> [Brief]: Your output must hold every entry exactly as written and none of the pictures.

> [Material for this task]:
————

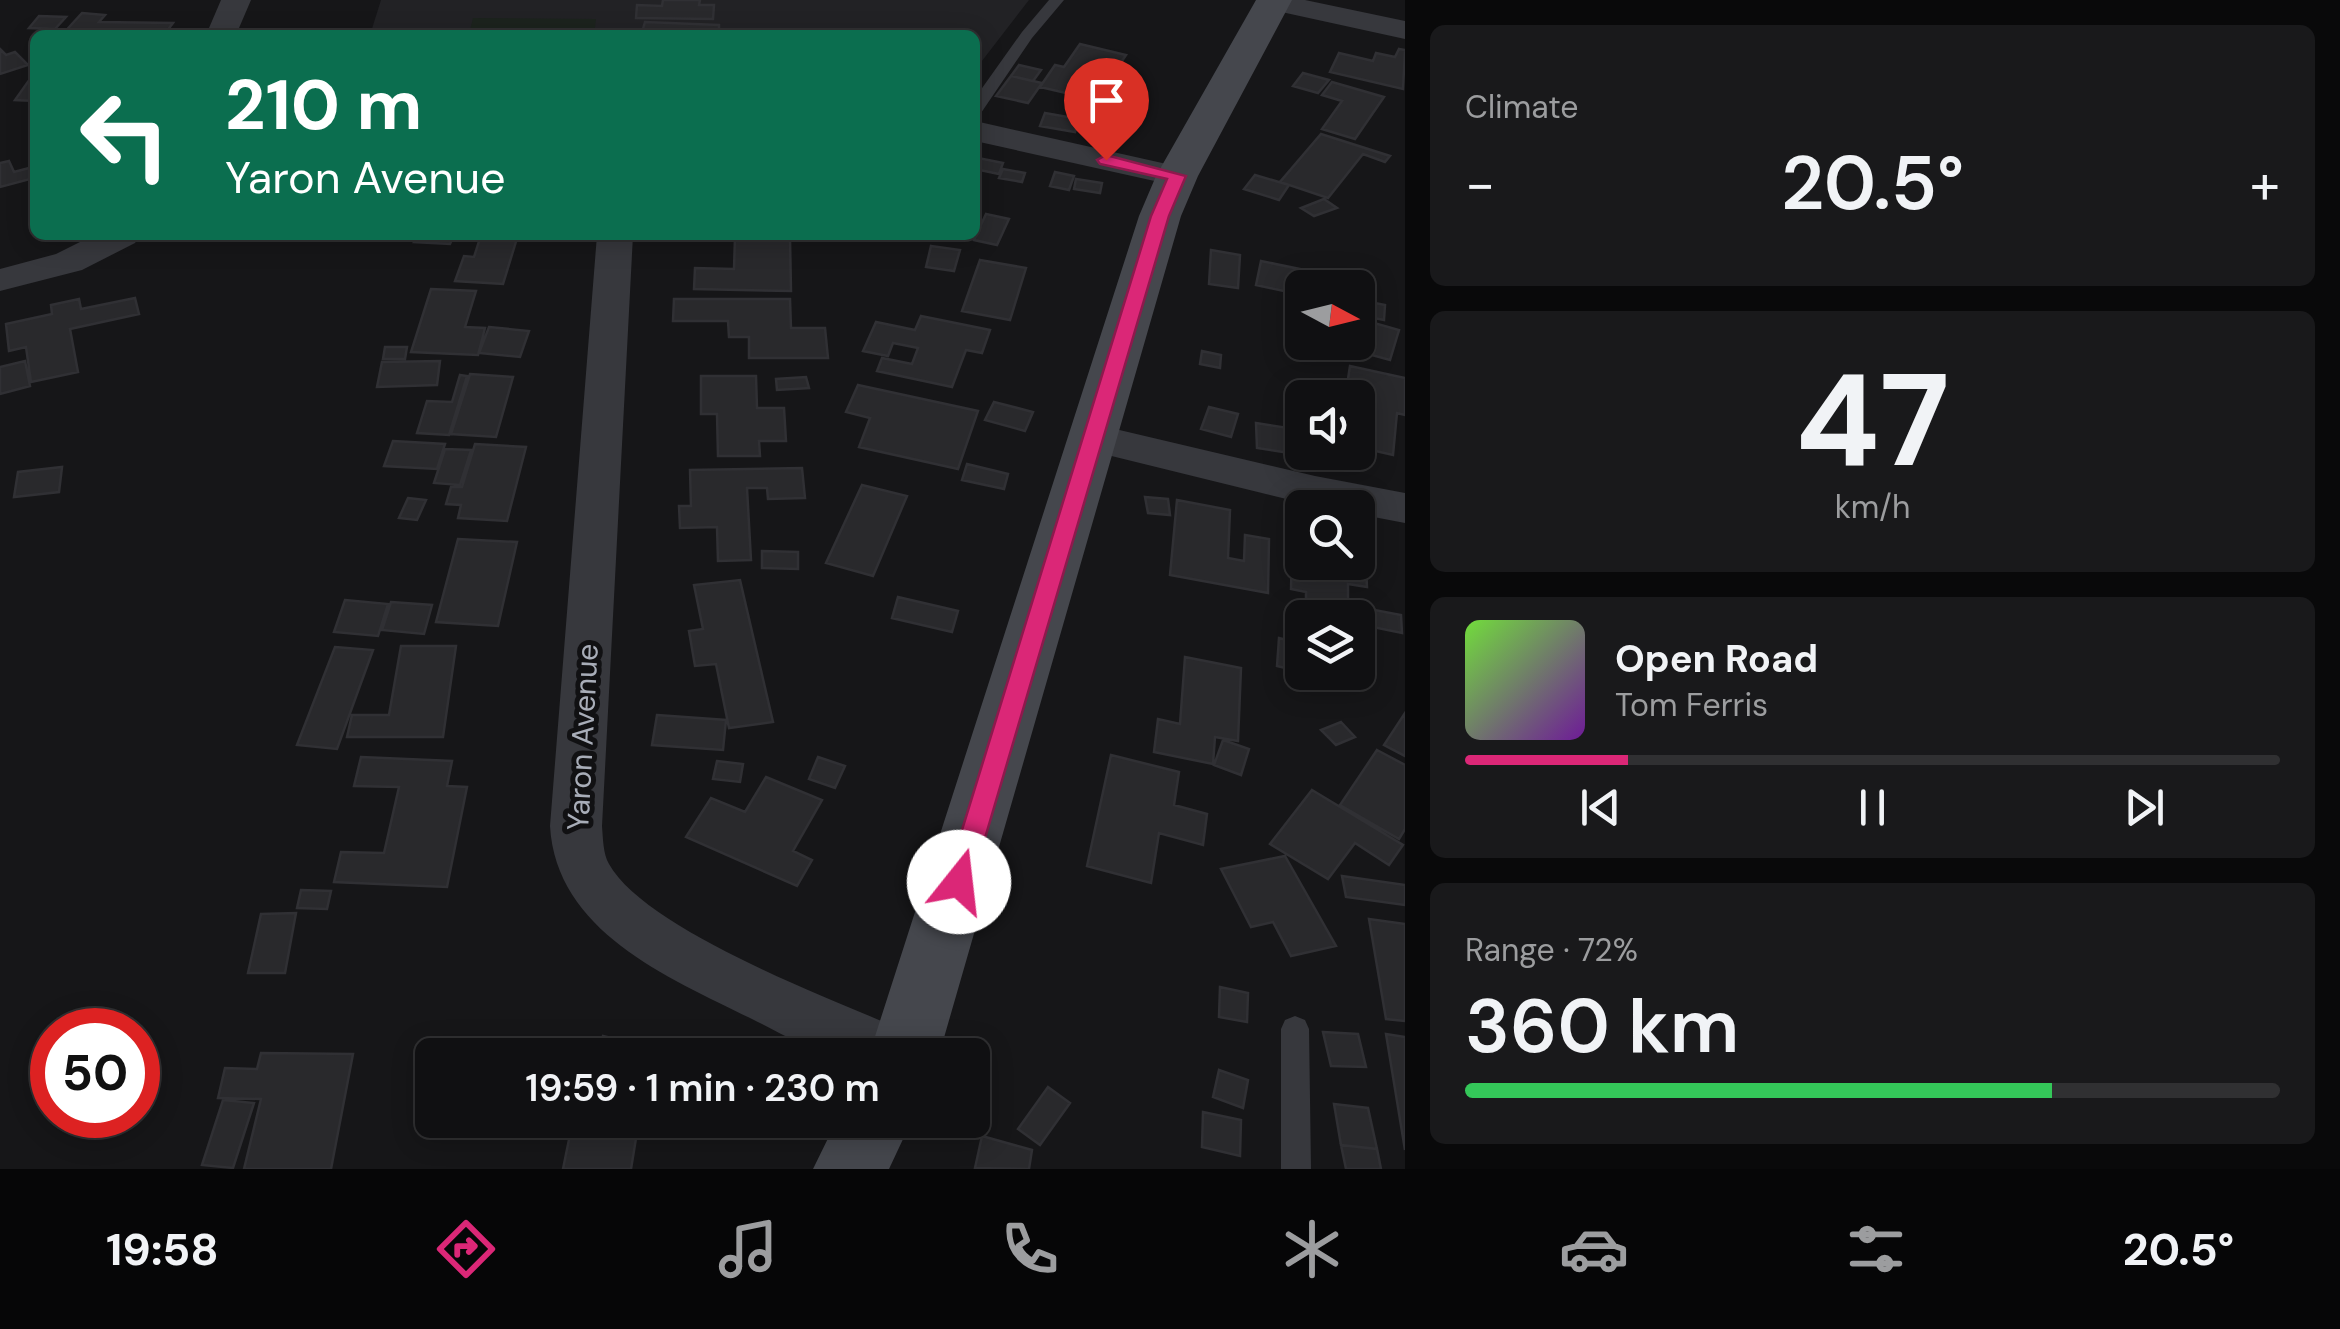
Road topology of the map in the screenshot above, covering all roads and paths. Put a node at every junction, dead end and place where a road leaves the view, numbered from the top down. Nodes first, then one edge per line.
1 (236, 0) edge
2 (1057, 0) edge
3 (1274, 1) edge
4 (223, 30) edge
5 (1405, 30) edge
6 (980, 103) edge
7 (980, 132) edge
8 (1177, 176) junction
9 (112, 240) edge
10 (614, 240) edge
11 (0, 280) edge
12 (1094, 438) junction
13 (1405, 508) edge
14 (1295, 1029) dead end
15 (861, 1038) edge
16 (906, 1038) edge
17 (866, 1138) edge
18 (850, 1169) edge
19 (1296, 1169) edge

1 - 4 street
2 - 6 lane
3 - 5 street
3 - 8 main road
7 - 8 street
8 - 12 main road
9 - 11 street
10 - 15 street, Yaron Avenue
12 - 13 street
12 - 16 main road
14 - 19 lane
17 - 18 main road

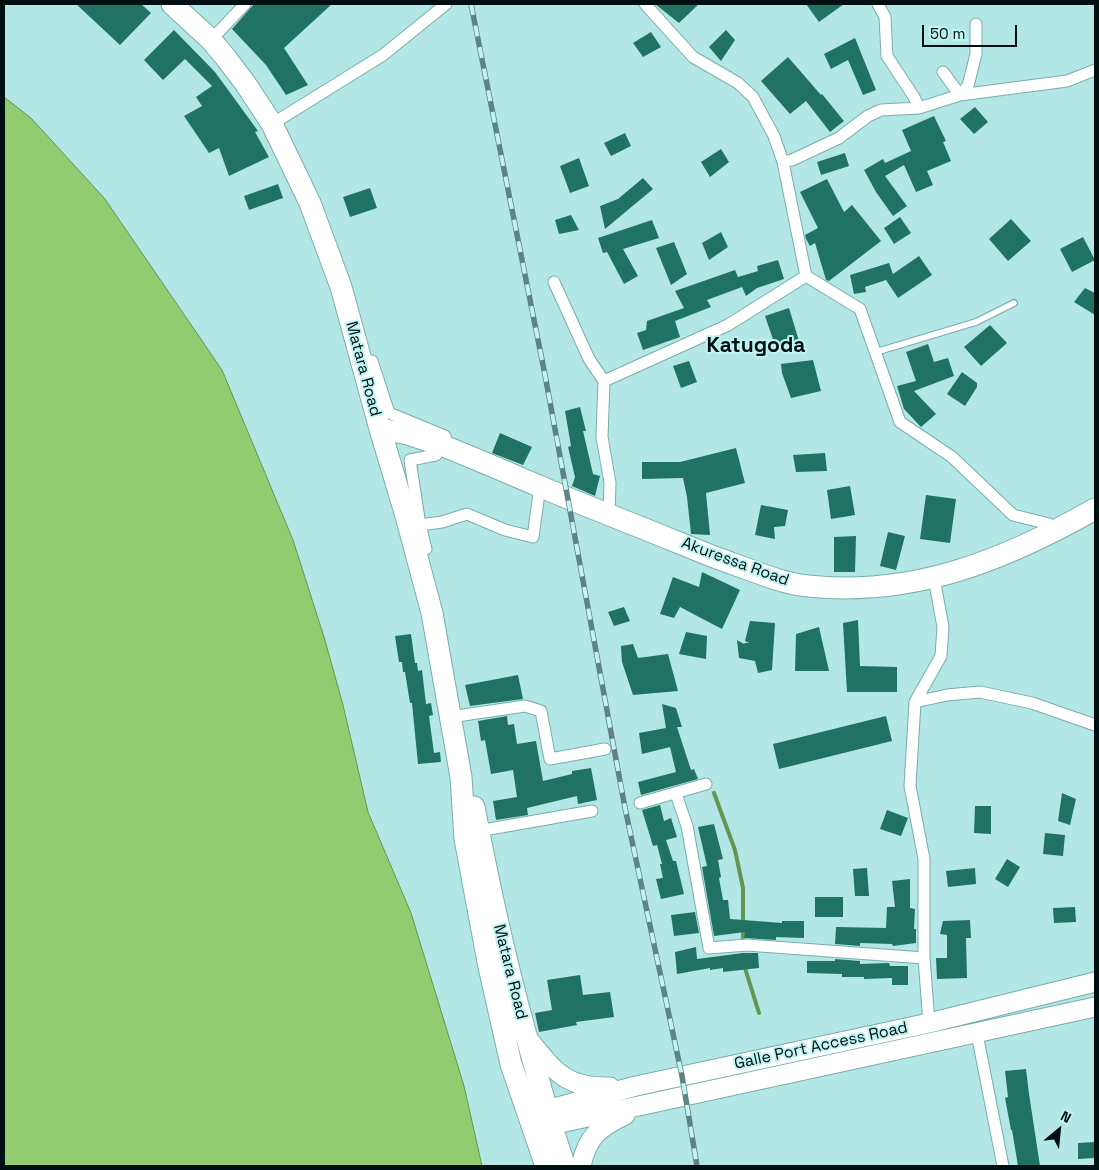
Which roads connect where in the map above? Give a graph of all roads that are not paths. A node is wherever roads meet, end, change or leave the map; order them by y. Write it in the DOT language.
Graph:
graph roads {
  1 [pos="245,4"];
  2 [pos="446,4"];
  3 [pos="645,4"];
  4 [pos="878,4"];
  5 [pos="182,9"];
  6 [pos="976,24"];
  7 [pos="211,40"];
  8 [pos="1095,70"];
  9 [pos="943,72"];
  10 [pos="960,95"];
  11 [pos="919,108"];
  12 [pos="272,124"];
  13 [pos="783,162"];
  14 [pos="806,276"];
  15 [pos="554,282"];
  16 [pos="341,287"];
  17 [pos="1014,303"];
  18 [pos="876,352"];
  19 [pos="604,381"];
  20 [pos="380,429"];
  21 [pos="441,444"];
  22 [pos="540,486"];
  23 [pos="1095,509"];
  24 [pos="608,514"];
  25 [pos="420,525"];
  26 [pos="1055,532"];
  27 [pos="934,578"];
  28 [pos="915,702"];
  29 [pos="450,716"];
  30 [pos="1095,724"];
  31 [pos="604,749"];
  32 [pos="461,777"];
  33 [pos="706,784"];
  34 [pos="676,794"];
  35 [pos="640,803"];
  36 [pos="592,811"];
  37 [pos="478,831"];
  38 [pos="924,958"];
  39 [pos="1095,982"];
  40 [pos="1095,1007"];
  41 [pos="929,1023"];
  42 [pos="977,1034"];
  43 [pos="526,1037"];
  44 [pos="636,1086"];
  45 [pos="649,1104"];
  46 [pos="540,1120"];
  47 [pos="546,1166"];
  48 [pos="565,1166"];
  49 [pos="581,1166"];
  50 [pos="1003,1166"];
  1 -- 7 [label="street"];
  2 -- 12 [label="street"];
  3 -- 13 [label="street"];
  4 -- 11 [label="street"];
  5 -- 7 [label="highway, Matara Road"];
  6 -- 10 [label="street"];
  7 -- 12 [label="highway, Matara Road"];
  8 -- 10 [label="street"];
  9 -- 10 [label="street"];
  10 -- 11 [label="street"];
  11 -- 13 [label="street"];
  12 -- 16 [label="highway, Matara Road"];
  13 -- 14 [label="street"];
  14 -- 18 [label="street"];
  14 -- 19 [label="street"];
  15 -- 19 [label="street"];
  16 -- 20 [label="highway, Matara Road"];
  16 -- 21 [label="street"];
  17 -- 18 [label="lane"];
  18 -- 26 [label="street"];
  19 -- 24 [label="street"];
  20 -- 21 [label="highway, Akuressa Road"];
  20 -- 29 [label="highway, Matara Road"];
  21 -- 22 [label="highway, Akuressa Road"];
  21 -- 25 [label="street"];
  22 -- 24 [label="highway, Akuressa Road"];
  22 -- 25 [label="street"];
  23 -- 26 [label="highway, Akuressa Road"];
  24 -- 27 [label="highway, Akuressa Road"];
  25 -- 29 [label="street"];
  26 -- 27 [label="highway, Akuressa Road"];
  27 -- 28 [label="street"];
  28 -- 30 [label="street"];
  28 -- 38 [label="street"];
  29 -- 31 [label="street"];
  29 -- 32 [label="highway, Matara Road"];
  32 -- 37 [label="highway, Matara Road"];
  32 -- 46 [label="highway, Matara Road"];
  33 -- 34 [label="street"];
  34 -- 35 [label="street"];
  34 -- 38 [label="street"];
  36 -- 37 [label="street"];
  37 -- 43 [label="highway, Matara Road"];
  38 -- 41 [label="street"];
  39 -- 41 [label="main road, Galle Port Access Road"];
  40 -- 42 [label="main road, Galle Port Access Road"];
  41 -- 44 [label="main road, Galle Port Access Road"];
  42 -- 45 [label="main road, Galle Port Access Road"];
  42 -- 50 [label="street"];
  43 -- 44 [label="main road"];
  43 -- 46 [label="highway, Matara Road"];
  44 -- 46 [label="main road, Galle Port Access Road"];
  45 -- 46 [label="main road, Galle Port Access Road"];
  45 -- 49 [label="main road"];
  46 -- 47 [label="highway, Matara Road"];
  46 -- 48 [label="highway, Matara Road"];
}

————

> [Response to the task]:
Road topology of the map in the screenshot above, covering all roads and paths. Put a node at every junction, dead end and place where a road leaves the view, numbered from the top down. Nodes first, then one edge per line.
1 (236, 0) edge
2 (1057, 0) edge
3 (1274, 1) edge
4 (223, 30) edge
5 (1405, 30) edge
6 (980, 103) edge
7 (980, 132) edge
8 (1177, 176) junction
9 (112, 240) edge
10 (614, 240) edge
11 (0, 280) edge
12 (1094, 438) junction
13 (1405, 508) edge
14 (1295, 1029) dead end
15 (861, 1038) edge
16 (906, 1038) edge
17 (866, 1138) edge
18 (850, 1169) edge
19 (1296, 1169) edge

1 - 4 street
2 - 6 lane
3 - 5 street
3 - 8 main road
7 - 8 street
8 - 12 main road
9 - 11 street
10 - 15 street, Yaron Avenue
12 - 13 street
12 - 16 main road
14 - 19 lane
17 - 18 main road

Which roads connect where in the map above? Give a graph of all roads that are not paths. A node is wherever roads meet, end, change or leave the map; order them by y. Write it in the DOT language.
Graph:
graph roads {
  1 [pos="245,4"];
  2 [pos="446,4"];
  3 [pos="645,4"];
  4 [pos="878,4"];
  5 [pos="182,9"];
  6 [pos="976,24"];
  7 [pos="211,40"];
  8 [pos="1095,70"];
  9 [pos="943,72"];
  10 [pos="960,95"];
  11 [pos="919,108"];
  12 [pos="272,124"];
  13 [pos="783,162"];
  14 [pos="806,276"];
  15 [pos="554,282"];
  16 [pos="341,287"];
  17 [pos="1014,303"];
  18 [pos="876,352"];
  19 [pos="604,381"];
  20 [pos="380,429"];
  21 [pos="441,444"];
  22 [pos="540,486"];
  23 [pos="1095,509"];
  24 [pos="608,514"];
  25 [pos="420,525"];
  26 [pos="1055,532"];
  27 [pos="934,578"];
  28 [pos="915,702"];
  29 [pos="450,716"];
  30 [pos="1095,724"];
  31 [pos="604,749"];
  32 [pos="461,777"];
  33 [pos="706,784"];
  34 [pos="676,794"];
  35 [pos="640,803"];
  36 [pos="592,811"];
  37 [pos="478,831"];
  38 [pos="924,958"];
  39 [pos="1095,982"];
  40 [pos="1095,1007"];
  41 [pos="929,1023"];
  42 [pos="977,1034"];
  43 [pos="526,1037"];
  44 [pos="636,1086"];
  45 [pos="649,1104"];
  46 [pos="540,1120"];
  47 [pos="546,1166"];
  48 [pos="565,1166"];
  49 [pos="581,1166"];
  50 [pos="1003,1166"];
  1 -- 7 [label="street"];
  2 -- 12 [label="street"];
  3 -- 13 [label="street"];
  4 -- 11 [label="street"];
  5 -- 7 [label="highway, Matara Road"];
  6 -- 10 [label="street"];
  7 -- 12 [label="highway, Matara Road"];
  8 -- 10 [label="street"];
  9 -- 10 [label="street"];
  10 -- 11 [label="street"];
  11 -- 13 [label="street"];
  12 -- 16 [label="highway, Matara Road"];
  13 -- 14 [label="street"];
  14 -- 18 [label="street"];
  14 -- 19 [label="street"];
  15 -- 19 [label="street"];
  16 -- 20 [label="highway, Matara Road"];
  16 -- 21 [label="street"];
  17 -- 18 [label="lane"];
  18 -- 26 [label="street"];
  19 -- 24 [label="street"];
  20 -- 21 [label="highway, Akuressa Road"];
  20 -- 29 [label="highway, Matara Road"];
  21 -- 22 [label="highway, Akuressa Road"];
  21 -- 25 [label="street"];
  22 -- 24 [label="highway, Akuressa Road"];
  22 -- 25 [label="street"];
  23 -- 26 [label="highway, Akuressa Road"];
  24 -- 27 [label="highway, Akuressa Road"];
  25 -- 29 [label="street"];
  26 -- 27 [label="highway, Akuressa Road"];
  27 -- 28 [label="street"];
  28 -- 30 [label="street"];
  28 -- 38 [label="street"];
  29 -- 31 [label="street"];
  29 -- 32 [label="highway, Matara Road"];
  32 -- 37 [label="highway, Matara Road"];
  32 -- 46 [label="highway, Matara Road"];
  33 -- 34 [label="street"];
  34 -- 35 [label="street"];
  34 -- 38 [label="street"];
  36 -- 37 [label="street"];
  37 -- 43 [label="highway, Matara Road"];
  38 -- 41 [label="street"];
  39 -- 41 [label="main road, Galle Port Access Road"];
  40 -- 42 [label="main road, Galle Port Access Road"];
  41 -- 44 [label="main road, Galle Port Access Road"];
  42 -- 45 [label="main road, Galle Port Access Road"];
  42 -- 50 [label="street"];
  43 -- 44 [label="main road"];
  43 -- 46 [label="highway, Matara Road"];
  44 -- 46 [label="main road, Galle Port Access Road"];
  45 -- 46 [label="main road, Galle Port Access Road"];
  45 -- 49 [label="main road"];
  46 -- 47 [label="highway, Matara Road"];
  46 -- 48 [label="highway, Matara Road"];
}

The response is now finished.